The Curious Case of Modern Consistency

ART04x - image EDITEDIdeas of the non-relational era in data management and the death of “conventional” databases, met widely in the end of 2000’s [1], have recently been reevaluated. Once it was a strong move against slow but reliable database management systems (DBMS) toward scalable and faster yet narrowed solutions. NoSQL solutions became so popular that developers sometimes viewed them as a “silver bullet.” There is no crucial problem with inconsistency, such as when one deletes compromising photos on a social network, but they are still visible to other people for a couple of seconds afterward. Nevertheless, in recent years, applying similar approaches to business-critical applications has revealed undesired outcomes.
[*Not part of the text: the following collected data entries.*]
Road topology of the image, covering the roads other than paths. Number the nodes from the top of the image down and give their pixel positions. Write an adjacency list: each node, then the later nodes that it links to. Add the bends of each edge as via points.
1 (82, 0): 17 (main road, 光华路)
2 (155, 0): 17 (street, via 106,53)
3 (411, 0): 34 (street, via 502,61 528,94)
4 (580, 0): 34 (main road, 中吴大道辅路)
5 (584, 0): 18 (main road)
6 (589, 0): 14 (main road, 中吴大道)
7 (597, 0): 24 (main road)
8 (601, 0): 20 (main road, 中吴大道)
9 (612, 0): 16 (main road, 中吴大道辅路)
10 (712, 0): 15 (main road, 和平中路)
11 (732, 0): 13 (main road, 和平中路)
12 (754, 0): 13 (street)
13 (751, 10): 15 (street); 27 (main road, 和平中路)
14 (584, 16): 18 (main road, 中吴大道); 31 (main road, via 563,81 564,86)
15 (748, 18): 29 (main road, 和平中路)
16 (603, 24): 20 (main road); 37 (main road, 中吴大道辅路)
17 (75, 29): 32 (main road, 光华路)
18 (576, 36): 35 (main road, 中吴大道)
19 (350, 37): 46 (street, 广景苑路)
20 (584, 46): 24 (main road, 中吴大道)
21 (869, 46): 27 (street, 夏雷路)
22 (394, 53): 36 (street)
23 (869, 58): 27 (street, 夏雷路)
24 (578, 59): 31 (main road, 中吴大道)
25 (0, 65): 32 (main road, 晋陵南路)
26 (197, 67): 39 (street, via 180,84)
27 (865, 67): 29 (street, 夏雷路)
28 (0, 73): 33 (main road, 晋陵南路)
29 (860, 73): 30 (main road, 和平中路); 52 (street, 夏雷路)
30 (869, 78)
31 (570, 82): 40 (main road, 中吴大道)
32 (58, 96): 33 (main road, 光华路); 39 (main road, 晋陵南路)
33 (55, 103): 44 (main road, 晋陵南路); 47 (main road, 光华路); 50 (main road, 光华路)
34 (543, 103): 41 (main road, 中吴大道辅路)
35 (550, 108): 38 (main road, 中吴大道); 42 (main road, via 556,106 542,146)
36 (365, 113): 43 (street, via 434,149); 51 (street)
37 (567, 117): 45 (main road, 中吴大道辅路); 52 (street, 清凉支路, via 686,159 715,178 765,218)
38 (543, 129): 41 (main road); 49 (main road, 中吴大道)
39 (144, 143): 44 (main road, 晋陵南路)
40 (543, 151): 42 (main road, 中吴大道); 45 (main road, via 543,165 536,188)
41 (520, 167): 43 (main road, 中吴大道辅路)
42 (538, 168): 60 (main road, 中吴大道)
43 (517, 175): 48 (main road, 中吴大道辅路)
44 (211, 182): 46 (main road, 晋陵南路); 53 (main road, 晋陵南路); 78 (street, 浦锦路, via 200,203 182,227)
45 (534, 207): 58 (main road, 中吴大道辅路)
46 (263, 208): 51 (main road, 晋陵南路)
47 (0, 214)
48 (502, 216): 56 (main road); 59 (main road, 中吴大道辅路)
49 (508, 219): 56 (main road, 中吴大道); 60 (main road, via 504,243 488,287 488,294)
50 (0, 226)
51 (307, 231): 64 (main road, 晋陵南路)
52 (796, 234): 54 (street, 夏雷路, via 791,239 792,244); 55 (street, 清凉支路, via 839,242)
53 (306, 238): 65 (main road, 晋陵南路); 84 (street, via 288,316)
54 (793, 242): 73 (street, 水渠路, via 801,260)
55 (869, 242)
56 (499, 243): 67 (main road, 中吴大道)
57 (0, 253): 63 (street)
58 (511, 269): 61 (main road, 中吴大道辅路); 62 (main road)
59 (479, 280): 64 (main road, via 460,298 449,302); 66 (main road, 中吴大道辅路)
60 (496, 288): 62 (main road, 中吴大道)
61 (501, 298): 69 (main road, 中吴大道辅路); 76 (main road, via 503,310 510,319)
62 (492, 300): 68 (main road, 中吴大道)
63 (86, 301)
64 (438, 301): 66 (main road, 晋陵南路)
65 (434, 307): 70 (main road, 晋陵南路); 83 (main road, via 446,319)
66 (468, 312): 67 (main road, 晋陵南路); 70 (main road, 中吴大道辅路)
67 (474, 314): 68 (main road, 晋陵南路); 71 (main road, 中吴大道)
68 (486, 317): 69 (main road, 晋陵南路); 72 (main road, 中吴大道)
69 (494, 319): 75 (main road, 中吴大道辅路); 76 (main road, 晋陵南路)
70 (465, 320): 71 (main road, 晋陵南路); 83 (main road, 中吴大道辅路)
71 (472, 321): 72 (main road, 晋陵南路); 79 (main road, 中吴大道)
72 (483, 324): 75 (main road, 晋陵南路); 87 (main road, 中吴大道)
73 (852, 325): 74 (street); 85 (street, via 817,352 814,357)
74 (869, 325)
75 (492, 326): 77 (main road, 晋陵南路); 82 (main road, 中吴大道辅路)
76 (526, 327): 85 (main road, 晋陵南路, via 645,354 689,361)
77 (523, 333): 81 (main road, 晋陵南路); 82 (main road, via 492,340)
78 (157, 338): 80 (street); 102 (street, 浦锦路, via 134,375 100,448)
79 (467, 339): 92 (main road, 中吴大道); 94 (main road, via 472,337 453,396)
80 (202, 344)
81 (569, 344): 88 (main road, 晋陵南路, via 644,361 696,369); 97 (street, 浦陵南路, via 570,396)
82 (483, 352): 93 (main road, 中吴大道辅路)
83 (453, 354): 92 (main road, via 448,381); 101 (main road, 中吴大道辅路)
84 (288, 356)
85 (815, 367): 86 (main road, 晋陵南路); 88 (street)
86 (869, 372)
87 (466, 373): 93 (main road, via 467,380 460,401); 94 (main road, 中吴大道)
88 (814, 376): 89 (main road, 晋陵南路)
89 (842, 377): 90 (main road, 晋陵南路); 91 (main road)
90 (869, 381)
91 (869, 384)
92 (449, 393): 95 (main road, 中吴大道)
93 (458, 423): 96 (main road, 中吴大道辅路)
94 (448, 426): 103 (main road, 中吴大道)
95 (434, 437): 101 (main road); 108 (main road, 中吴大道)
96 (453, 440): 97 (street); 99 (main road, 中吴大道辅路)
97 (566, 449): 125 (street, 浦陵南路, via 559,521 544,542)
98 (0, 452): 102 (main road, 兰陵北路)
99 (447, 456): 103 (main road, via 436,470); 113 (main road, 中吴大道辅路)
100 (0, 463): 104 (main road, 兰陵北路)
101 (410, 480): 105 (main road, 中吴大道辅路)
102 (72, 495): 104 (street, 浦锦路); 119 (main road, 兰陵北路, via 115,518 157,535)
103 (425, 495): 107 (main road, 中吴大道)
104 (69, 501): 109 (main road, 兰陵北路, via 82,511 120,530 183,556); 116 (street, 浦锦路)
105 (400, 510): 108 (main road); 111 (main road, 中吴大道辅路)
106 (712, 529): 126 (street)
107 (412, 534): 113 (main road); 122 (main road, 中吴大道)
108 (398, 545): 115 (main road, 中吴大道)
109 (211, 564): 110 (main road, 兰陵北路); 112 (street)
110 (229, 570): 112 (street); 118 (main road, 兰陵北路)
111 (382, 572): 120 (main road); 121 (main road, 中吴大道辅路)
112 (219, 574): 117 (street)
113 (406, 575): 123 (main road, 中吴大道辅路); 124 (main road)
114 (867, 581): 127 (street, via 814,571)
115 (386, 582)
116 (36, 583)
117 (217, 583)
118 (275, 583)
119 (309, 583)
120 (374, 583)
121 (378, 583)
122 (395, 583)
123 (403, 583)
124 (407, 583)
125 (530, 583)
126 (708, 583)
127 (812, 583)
Managing transactions for domains with valuable resources assumes data consistency as a major feature. Among them are online banking, real-time bidding, telecom billing, high-frequency trading, ad networks, sensor management, gaming, medical insurance, booking services, and more. For those systems, consistency means having data in a globally non-conflicting state over time. The stated property can be expressed by a set of constraints. As an example, a non-overdraft bank account should be greater than or equal to zero. This can be violated when several users withdraw from the same account simultaneously, but a constraint is not kept by a DBMS. This is what likely affected an ATM network in 2013 [2] and a Bitcoin market in 2014 [3]; a principal fault in data management led to the physical loss of resources (money, reputation, clients).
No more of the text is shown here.